§ **AIM OF THE TASK**
Go through the data and copy each line where the word "position" shows up.
──────── DATA FOR THIS EXERCISE
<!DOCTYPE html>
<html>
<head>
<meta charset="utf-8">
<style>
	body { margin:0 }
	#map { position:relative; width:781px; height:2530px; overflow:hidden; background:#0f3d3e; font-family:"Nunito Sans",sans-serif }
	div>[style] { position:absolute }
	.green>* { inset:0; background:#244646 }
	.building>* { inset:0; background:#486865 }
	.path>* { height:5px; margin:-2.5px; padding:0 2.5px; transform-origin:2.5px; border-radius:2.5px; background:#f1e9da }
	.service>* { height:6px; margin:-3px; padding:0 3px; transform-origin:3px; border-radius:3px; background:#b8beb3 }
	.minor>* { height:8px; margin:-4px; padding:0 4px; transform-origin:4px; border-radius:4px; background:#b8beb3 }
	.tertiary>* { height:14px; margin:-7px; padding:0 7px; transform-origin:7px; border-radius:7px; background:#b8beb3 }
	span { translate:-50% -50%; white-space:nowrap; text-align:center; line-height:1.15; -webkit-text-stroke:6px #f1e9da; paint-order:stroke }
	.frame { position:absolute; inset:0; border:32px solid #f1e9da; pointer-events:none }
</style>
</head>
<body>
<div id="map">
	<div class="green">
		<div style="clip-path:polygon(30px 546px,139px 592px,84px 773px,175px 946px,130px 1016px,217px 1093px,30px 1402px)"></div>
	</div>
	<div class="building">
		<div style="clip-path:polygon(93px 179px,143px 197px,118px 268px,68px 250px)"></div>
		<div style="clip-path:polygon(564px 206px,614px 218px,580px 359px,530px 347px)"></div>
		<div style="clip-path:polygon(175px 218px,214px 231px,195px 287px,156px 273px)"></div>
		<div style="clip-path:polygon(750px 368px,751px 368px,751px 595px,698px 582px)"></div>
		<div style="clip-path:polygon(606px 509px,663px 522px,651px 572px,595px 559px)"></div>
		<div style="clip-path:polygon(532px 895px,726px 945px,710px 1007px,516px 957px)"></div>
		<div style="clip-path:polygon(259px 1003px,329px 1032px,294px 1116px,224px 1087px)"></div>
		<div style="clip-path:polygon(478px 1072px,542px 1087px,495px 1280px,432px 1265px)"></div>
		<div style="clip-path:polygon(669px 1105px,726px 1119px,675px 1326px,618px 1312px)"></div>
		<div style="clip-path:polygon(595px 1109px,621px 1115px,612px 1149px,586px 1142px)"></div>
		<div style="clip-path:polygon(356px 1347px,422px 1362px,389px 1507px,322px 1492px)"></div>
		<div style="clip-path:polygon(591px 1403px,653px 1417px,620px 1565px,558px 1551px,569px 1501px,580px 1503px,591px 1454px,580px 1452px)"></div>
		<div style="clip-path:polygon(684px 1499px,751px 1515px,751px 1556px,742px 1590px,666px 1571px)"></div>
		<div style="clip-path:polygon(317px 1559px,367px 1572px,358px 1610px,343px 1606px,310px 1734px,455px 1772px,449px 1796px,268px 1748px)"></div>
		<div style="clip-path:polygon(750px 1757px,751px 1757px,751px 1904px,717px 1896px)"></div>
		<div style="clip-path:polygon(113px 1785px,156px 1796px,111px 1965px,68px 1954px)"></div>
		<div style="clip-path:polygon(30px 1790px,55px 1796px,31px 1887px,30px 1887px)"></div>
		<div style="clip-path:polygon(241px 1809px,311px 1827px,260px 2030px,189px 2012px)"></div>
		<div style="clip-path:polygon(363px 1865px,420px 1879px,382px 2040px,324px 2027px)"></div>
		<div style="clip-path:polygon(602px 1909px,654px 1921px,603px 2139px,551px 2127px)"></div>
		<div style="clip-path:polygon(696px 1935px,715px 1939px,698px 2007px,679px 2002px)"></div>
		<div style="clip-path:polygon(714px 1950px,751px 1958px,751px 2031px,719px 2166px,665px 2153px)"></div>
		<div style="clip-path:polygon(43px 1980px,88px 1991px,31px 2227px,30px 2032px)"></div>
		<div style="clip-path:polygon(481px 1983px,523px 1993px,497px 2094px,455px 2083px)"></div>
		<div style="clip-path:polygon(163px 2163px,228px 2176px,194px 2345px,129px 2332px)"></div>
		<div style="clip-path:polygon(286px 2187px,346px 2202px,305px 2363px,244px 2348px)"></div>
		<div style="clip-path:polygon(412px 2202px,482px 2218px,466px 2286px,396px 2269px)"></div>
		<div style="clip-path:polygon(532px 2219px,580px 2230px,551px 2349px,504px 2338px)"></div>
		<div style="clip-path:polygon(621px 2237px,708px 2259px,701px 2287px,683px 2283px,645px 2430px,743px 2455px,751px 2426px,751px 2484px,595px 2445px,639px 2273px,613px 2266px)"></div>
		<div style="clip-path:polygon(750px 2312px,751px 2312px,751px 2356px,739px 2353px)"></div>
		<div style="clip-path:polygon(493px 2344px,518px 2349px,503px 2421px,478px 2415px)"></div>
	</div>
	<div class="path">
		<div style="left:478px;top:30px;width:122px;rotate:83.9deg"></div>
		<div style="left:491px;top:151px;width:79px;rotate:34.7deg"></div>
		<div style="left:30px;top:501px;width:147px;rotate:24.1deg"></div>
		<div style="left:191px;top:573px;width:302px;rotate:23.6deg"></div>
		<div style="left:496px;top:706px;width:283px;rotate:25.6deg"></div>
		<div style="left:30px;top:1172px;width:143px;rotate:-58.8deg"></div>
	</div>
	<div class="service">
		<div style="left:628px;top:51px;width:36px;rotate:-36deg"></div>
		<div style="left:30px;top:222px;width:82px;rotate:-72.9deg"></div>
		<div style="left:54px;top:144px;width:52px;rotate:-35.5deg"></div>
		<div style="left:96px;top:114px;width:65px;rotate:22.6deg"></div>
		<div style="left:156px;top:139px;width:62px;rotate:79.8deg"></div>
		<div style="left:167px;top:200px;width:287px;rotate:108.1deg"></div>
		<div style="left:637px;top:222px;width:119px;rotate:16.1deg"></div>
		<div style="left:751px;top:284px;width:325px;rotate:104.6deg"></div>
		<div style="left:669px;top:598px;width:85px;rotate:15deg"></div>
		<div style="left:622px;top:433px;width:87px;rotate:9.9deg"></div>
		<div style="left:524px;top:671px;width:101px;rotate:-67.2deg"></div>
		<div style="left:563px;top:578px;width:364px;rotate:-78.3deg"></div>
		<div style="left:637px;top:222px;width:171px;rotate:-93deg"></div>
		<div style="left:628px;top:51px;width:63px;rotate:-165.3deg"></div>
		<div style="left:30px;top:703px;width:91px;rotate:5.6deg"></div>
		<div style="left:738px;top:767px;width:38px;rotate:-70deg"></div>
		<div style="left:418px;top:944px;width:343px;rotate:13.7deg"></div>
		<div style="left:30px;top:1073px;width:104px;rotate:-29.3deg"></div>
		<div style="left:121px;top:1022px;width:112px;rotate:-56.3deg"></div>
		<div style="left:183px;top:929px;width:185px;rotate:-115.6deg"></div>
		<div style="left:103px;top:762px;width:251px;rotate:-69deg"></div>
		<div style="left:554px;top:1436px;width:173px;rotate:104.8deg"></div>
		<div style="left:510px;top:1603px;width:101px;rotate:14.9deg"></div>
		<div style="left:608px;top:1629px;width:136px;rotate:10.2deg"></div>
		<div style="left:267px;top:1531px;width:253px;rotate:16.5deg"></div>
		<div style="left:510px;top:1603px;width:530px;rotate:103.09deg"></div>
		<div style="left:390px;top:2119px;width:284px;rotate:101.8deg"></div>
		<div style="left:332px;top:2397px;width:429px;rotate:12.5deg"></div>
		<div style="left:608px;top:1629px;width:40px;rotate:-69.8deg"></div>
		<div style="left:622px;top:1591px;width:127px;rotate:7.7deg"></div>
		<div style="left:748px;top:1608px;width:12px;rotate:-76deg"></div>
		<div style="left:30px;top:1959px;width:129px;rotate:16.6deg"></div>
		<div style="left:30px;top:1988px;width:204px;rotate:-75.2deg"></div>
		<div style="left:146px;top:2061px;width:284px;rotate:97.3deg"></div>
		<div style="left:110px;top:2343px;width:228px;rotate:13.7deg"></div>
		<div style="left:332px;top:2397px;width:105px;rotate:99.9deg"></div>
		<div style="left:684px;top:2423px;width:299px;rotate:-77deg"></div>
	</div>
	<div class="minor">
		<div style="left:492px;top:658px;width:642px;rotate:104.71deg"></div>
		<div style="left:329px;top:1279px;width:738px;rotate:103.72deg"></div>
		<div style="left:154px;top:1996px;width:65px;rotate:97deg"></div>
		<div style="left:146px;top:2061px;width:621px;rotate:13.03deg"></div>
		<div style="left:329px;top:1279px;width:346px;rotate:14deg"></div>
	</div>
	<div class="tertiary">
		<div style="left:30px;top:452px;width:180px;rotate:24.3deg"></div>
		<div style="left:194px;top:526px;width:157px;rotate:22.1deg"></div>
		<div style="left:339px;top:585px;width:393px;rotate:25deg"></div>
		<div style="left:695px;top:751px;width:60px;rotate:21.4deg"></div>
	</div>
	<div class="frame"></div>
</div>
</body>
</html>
────────────────
§ **THE COMPLETED TASK**
	#map { position:relative; width:781px; height:2530px; overflow:hidden; background:#0f3d3e; font-family:"Nunito Sans",sans-serif }
	div>[style] { position:absolute }
	.frame { position:absolute; inset:0; border:32px solid #f1e9da; pointer-events:none }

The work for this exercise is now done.